Hispanic and rural groups blasted Federal Communications Commission chairman Kevin J. Martin’s plan to impose new regulations on cable television, calling it a form of “media sharecropping” based on “twisted” facts.
Martin recently announced that cable had reached a point of market dominance that triggers, under a 1984 federal law, FCC action to ensure “diversity and competition.” That point involves the so-called 70-70 rule, which holds that if 70% of American homes can get cable TV systems with 36 channels or more, and 70% of those homes actually do subscribe to such a system, the FCC can take action.
One reg Martin is planning would force cablers to lease access to their networks, an idea the National Coalition of Latino Clergy and Christian Leaders criticized as merely a means to a different end — a la carte cable subscriptions — that Martin does not have authority to impose. And a la carte would undermine minority programming, the coalition said.
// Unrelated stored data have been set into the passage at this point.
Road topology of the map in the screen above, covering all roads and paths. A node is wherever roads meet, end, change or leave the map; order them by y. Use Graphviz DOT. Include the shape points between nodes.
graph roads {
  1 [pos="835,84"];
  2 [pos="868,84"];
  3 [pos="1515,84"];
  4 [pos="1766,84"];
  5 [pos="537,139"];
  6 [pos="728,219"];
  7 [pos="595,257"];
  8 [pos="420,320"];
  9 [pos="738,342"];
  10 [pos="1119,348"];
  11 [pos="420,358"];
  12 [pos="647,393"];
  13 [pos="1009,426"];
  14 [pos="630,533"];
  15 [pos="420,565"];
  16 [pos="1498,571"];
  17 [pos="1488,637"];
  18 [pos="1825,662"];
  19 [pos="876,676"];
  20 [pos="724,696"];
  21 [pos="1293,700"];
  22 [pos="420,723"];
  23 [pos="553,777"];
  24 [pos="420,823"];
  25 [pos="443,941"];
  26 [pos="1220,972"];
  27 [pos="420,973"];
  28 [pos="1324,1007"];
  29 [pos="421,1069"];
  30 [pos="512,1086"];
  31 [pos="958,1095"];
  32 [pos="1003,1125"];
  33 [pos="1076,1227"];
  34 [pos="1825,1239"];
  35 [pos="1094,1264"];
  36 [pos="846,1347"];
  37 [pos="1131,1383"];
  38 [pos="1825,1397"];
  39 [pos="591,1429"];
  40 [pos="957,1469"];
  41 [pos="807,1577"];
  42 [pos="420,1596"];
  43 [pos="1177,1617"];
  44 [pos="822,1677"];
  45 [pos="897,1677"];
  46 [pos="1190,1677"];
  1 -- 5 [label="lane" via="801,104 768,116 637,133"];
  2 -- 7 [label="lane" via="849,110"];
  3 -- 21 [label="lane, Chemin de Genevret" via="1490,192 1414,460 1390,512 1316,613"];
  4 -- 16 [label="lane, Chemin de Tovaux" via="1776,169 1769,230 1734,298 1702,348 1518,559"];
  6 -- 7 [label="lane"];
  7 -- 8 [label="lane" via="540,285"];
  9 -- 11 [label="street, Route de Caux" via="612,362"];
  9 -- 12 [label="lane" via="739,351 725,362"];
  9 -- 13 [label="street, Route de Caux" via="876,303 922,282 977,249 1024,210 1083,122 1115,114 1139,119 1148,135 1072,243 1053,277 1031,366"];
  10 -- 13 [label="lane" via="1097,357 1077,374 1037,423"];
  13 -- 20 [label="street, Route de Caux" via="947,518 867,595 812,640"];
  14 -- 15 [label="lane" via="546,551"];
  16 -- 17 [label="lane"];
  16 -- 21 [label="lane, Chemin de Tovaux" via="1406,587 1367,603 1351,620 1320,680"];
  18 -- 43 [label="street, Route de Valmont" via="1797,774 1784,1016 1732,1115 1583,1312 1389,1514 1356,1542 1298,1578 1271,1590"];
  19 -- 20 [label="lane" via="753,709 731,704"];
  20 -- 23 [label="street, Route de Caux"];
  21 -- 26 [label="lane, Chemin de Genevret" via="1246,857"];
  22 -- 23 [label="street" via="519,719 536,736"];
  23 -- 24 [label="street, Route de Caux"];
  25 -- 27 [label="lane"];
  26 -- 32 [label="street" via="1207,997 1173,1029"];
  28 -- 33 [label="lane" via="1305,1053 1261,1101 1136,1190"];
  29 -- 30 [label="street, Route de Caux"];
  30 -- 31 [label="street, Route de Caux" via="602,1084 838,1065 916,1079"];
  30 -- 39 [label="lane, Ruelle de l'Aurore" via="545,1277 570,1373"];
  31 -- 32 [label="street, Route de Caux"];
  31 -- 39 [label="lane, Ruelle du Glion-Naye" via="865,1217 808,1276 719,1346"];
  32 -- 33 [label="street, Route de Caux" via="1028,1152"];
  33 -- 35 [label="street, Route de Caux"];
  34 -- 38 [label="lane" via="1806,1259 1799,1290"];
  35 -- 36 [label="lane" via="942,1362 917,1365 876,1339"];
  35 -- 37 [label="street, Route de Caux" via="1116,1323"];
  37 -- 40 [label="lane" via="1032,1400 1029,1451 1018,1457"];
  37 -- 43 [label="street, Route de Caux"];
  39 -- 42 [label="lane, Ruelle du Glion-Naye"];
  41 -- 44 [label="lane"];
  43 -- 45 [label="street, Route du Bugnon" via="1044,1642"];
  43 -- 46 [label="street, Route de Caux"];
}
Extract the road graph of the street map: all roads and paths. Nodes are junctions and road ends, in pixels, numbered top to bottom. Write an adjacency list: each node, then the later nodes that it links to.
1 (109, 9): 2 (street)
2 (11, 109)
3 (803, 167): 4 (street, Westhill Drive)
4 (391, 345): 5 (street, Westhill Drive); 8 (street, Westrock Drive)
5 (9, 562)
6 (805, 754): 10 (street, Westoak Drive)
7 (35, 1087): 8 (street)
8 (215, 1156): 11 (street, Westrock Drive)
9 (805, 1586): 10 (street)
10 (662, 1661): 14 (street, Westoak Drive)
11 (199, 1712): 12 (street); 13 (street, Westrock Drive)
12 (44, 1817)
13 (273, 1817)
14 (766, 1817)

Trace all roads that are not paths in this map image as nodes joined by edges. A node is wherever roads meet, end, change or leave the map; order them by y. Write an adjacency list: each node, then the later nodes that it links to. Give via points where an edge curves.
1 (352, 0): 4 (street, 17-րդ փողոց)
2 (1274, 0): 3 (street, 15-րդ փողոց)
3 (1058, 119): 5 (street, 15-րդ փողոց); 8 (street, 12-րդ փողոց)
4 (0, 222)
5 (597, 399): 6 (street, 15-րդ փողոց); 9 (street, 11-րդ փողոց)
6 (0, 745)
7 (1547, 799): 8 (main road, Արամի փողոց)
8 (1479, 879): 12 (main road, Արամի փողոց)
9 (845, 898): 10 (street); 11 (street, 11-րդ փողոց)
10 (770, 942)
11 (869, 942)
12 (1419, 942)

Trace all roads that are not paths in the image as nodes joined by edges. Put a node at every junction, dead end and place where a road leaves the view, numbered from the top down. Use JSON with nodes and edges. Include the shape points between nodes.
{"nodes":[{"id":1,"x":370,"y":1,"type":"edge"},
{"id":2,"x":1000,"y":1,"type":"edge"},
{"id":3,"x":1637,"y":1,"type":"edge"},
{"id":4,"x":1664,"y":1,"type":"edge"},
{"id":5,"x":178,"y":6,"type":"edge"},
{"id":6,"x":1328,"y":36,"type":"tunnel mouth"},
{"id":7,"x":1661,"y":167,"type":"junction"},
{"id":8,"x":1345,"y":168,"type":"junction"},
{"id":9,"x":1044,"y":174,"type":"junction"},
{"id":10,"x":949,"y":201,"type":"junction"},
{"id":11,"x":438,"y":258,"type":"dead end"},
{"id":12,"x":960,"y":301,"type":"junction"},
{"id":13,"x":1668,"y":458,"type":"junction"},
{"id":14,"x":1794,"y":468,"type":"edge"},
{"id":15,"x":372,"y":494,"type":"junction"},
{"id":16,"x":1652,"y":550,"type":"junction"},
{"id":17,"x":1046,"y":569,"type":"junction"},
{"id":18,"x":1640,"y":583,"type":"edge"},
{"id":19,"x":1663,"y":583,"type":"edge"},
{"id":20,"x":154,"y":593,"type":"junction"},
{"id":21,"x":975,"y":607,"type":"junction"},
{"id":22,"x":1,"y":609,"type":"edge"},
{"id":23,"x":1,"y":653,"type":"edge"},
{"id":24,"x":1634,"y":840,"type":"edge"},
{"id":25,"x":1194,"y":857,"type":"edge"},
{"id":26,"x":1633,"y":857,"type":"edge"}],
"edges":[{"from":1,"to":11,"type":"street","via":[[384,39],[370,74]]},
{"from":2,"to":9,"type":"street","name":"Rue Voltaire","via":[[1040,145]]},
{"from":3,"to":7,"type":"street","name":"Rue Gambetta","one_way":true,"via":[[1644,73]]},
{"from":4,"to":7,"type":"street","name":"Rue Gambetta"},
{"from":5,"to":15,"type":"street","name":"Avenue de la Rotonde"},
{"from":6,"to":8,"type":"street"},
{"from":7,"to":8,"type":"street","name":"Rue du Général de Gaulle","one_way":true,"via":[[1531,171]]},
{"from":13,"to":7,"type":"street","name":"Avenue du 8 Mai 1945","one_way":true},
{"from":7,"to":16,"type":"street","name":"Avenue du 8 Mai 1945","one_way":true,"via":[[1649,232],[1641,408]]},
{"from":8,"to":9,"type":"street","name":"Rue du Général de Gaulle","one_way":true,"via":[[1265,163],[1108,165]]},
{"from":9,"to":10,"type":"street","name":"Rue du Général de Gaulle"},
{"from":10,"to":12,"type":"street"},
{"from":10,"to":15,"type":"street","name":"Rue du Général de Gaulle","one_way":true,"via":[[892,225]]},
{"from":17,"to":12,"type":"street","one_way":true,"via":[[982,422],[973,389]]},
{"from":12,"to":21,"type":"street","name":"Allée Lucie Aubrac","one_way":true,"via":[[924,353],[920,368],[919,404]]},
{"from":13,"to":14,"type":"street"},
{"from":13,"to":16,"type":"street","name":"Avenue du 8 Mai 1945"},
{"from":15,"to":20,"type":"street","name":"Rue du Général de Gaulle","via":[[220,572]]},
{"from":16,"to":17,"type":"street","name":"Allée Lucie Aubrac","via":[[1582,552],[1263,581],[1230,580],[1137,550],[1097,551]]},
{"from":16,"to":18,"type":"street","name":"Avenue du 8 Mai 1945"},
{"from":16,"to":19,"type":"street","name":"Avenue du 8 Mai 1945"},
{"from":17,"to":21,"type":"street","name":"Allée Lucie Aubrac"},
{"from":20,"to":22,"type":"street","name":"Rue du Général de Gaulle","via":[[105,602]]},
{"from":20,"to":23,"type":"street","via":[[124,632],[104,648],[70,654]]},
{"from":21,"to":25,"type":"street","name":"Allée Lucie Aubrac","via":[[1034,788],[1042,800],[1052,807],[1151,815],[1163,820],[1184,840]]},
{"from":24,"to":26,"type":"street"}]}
“Increasing minority-owned media outlets should be the FCC’s top priority,” said Rev. Miguel Rivera, coalition president, in a statement. “Instead, this chairman has proven, time and time again, that his interests lie elsewhere. Chairman Martin’s obsession with decimating minority cable station ownership through a la carte pricing laws has been followed by a series of attempts to practically give away cable channel capacity to home shopping networks and other entities rather than make it available to emerging Hispanic-owned networks.
“The National Coalition of Latino Clergy and Christian Leaders urges the other commissioners to vote down this latest media sharecropping proposal.”
Lillian Rodriguez Lopez, president of the Hispanic Federation, accused Martin of exploiting the 70-70 rule to make “a last-ditch effort” to impose pet policies that “could undermine Hispanic-owned networks on cable by depriving them of the economic model that supports them… These are bad ideas that will have devastating effects on Hispanic ownership and representation in the media.
“It seems that Chairman Martin has recognized that the only way to push through these unpopular policies is by taking advantage of regulatory loopholes and annexing authority that belongs to the legislatures.”
League of Rural Voters exec director Niel Ritchie, who has criticized Martin’s digital television transition plans as inadequate for ensuring that rural viewers make the transition, said the new regs could increase cable rates for low- and middle-income families.
“The FCC’s continuing effort to stiff-arm rural viewers has hit a new low,” Ritchie said. “Chairman Martin’s relentless pursuit of a la carte regulations, which studies have shown would snuff out program choice while raising prices, drove him to twist the facts reported by his own agency.
“Now, by threatening to invoke the FCC’s outdated 70-70 authority, the chairman is committing a completely unreasonable legal overreach, twisting both fact and congressional intent to enact the very same rules — multicast, must carry, a more expansive leased access regime, and even a la carte cable rules — that Congress would not.”
The FCC did not respond to a request for comment.